WHAT THE EXERCISE ASKS: What lines below mention the word "data"? Copy each one.

(EXERCISE MATERIALS)

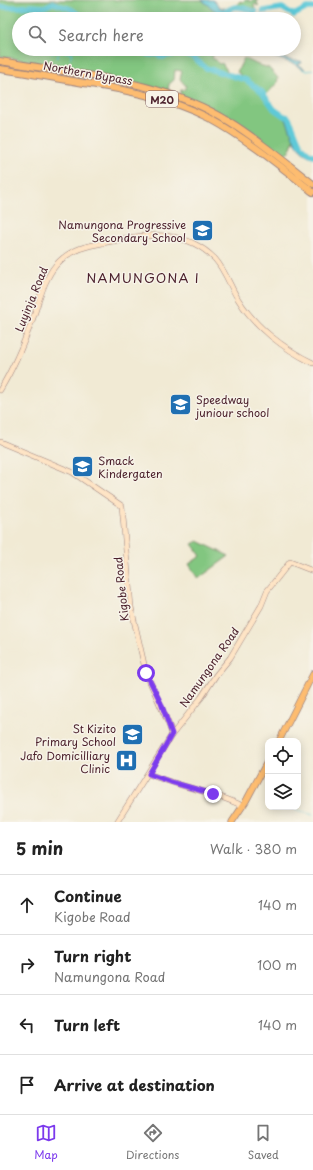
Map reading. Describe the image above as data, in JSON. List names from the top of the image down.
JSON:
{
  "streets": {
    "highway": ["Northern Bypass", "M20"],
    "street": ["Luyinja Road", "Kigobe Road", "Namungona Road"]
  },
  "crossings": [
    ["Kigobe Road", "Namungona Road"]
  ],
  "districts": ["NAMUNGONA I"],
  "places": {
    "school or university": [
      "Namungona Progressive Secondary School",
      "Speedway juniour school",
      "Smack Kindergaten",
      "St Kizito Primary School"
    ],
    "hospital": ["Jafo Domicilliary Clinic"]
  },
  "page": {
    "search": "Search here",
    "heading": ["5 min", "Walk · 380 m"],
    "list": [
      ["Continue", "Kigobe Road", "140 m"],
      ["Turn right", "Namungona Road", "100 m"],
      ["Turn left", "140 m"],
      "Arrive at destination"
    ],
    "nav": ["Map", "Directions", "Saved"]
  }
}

(End EXERCISE MATERIALS)
(EXERCISE MATERIALS)

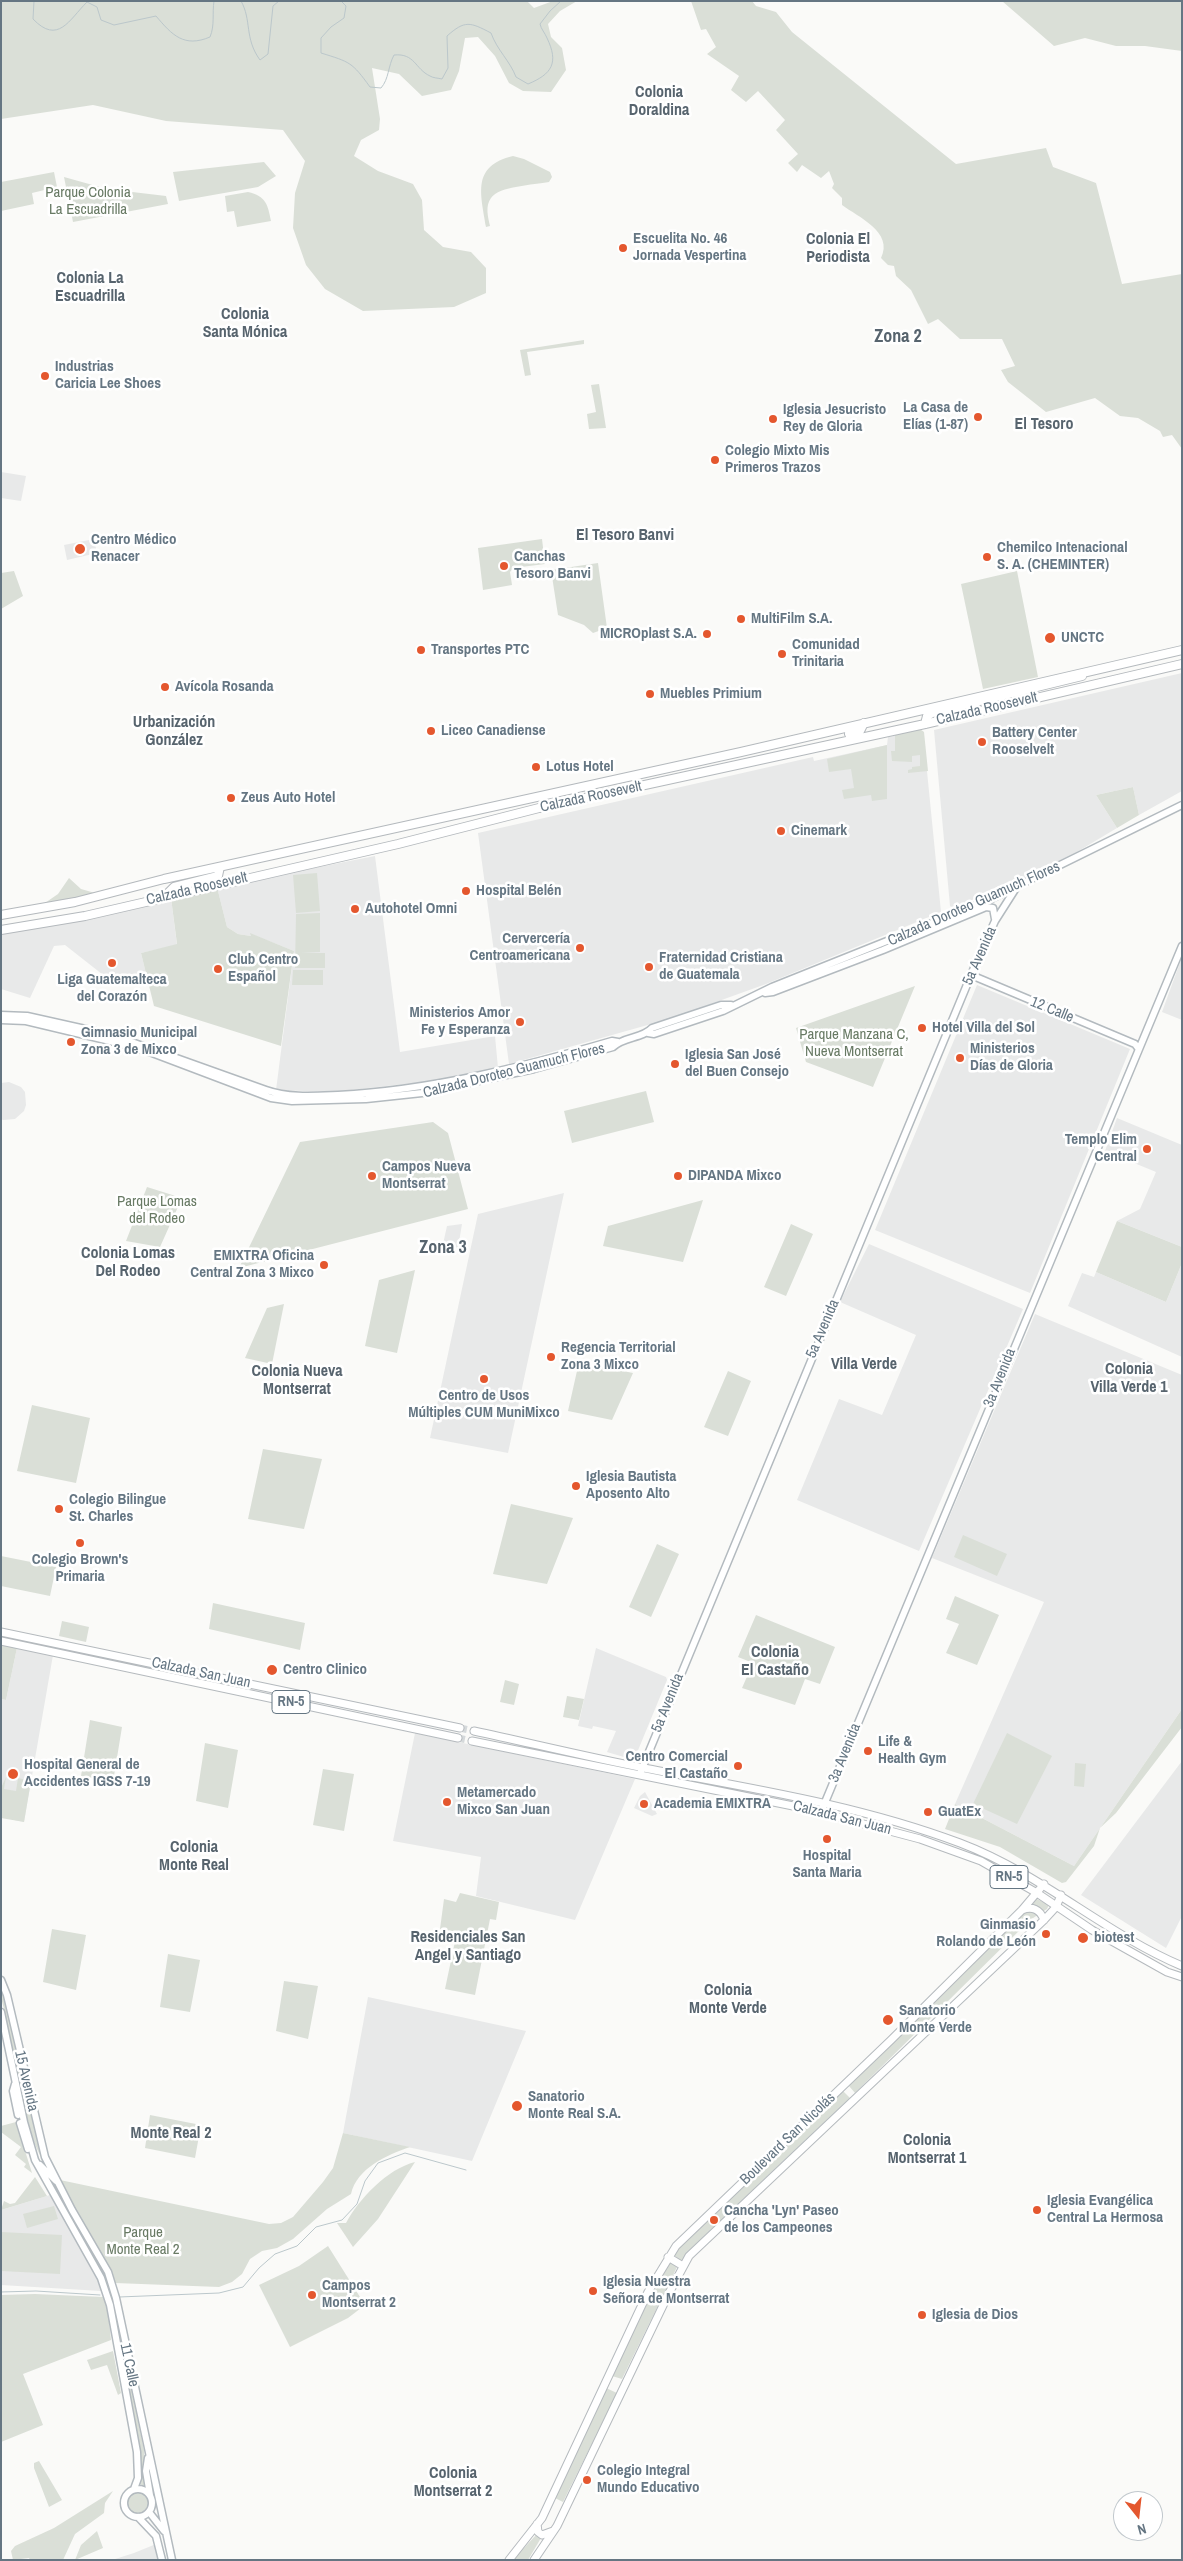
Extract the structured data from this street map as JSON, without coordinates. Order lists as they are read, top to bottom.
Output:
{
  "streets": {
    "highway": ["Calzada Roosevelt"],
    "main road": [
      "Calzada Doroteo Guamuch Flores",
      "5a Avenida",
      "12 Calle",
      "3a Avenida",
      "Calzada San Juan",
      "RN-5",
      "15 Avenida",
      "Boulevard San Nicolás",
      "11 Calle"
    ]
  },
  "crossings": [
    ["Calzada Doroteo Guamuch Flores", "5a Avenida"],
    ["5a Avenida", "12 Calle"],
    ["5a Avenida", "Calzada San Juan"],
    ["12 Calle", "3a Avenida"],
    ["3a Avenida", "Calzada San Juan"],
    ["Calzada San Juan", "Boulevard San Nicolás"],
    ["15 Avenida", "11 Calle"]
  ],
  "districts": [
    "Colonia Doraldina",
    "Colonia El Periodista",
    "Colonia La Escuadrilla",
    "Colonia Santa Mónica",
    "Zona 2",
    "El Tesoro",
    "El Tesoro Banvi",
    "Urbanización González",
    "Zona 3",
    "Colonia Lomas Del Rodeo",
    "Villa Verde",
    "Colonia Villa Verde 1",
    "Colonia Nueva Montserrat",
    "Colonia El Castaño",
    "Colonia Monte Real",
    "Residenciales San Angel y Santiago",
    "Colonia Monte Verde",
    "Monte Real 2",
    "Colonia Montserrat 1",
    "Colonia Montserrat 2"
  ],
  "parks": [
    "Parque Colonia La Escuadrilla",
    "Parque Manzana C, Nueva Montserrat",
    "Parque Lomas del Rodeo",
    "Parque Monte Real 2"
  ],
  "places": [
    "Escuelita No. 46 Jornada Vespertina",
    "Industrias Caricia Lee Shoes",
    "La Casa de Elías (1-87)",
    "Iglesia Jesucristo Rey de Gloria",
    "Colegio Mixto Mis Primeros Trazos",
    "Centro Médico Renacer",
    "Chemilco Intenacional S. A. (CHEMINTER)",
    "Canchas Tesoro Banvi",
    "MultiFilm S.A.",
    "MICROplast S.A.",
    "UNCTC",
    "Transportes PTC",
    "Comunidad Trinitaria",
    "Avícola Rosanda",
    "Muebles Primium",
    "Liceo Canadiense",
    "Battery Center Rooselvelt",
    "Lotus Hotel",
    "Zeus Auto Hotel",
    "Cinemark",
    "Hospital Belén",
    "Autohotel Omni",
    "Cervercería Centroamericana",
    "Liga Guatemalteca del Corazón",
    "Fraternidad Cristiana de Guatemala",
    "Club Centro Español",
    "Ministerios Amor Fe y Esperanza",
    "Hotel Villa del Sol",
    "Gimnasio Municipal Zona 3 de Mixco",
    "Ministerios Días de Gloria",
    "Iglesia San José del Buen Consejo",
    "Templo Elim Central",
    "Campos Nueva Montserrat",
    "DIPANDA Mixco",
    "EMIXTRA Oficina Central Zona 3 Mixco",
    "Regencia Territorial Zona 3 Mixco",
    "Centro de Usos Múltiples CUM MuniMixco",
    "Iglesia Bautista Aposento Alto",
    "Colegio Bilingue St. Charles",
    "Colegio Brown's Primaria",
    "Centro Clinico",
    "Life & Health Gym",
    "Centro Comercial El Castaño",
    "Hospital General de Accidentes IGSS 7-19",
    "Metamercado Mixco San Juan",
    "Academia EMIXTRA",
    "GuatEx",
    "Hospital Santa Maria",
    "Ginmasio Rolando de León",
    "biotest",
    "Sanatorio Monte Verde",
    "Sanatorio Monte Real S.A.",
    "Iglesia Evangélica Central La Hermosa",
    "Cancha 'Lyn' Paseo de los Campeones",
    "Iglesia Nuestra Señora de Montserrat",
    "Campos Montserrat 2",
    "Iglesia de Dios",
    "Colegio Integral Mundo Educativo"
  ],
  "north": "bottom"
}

(End EXERCISE MATERIALS)

EXERCISE SOLUTION:
Map reading. Describe the image above as data, in JSON. List names from the top of the image down.
Extract the structured data from this street map as JSON, without coordinates. Order lists as they are read, top to bottom.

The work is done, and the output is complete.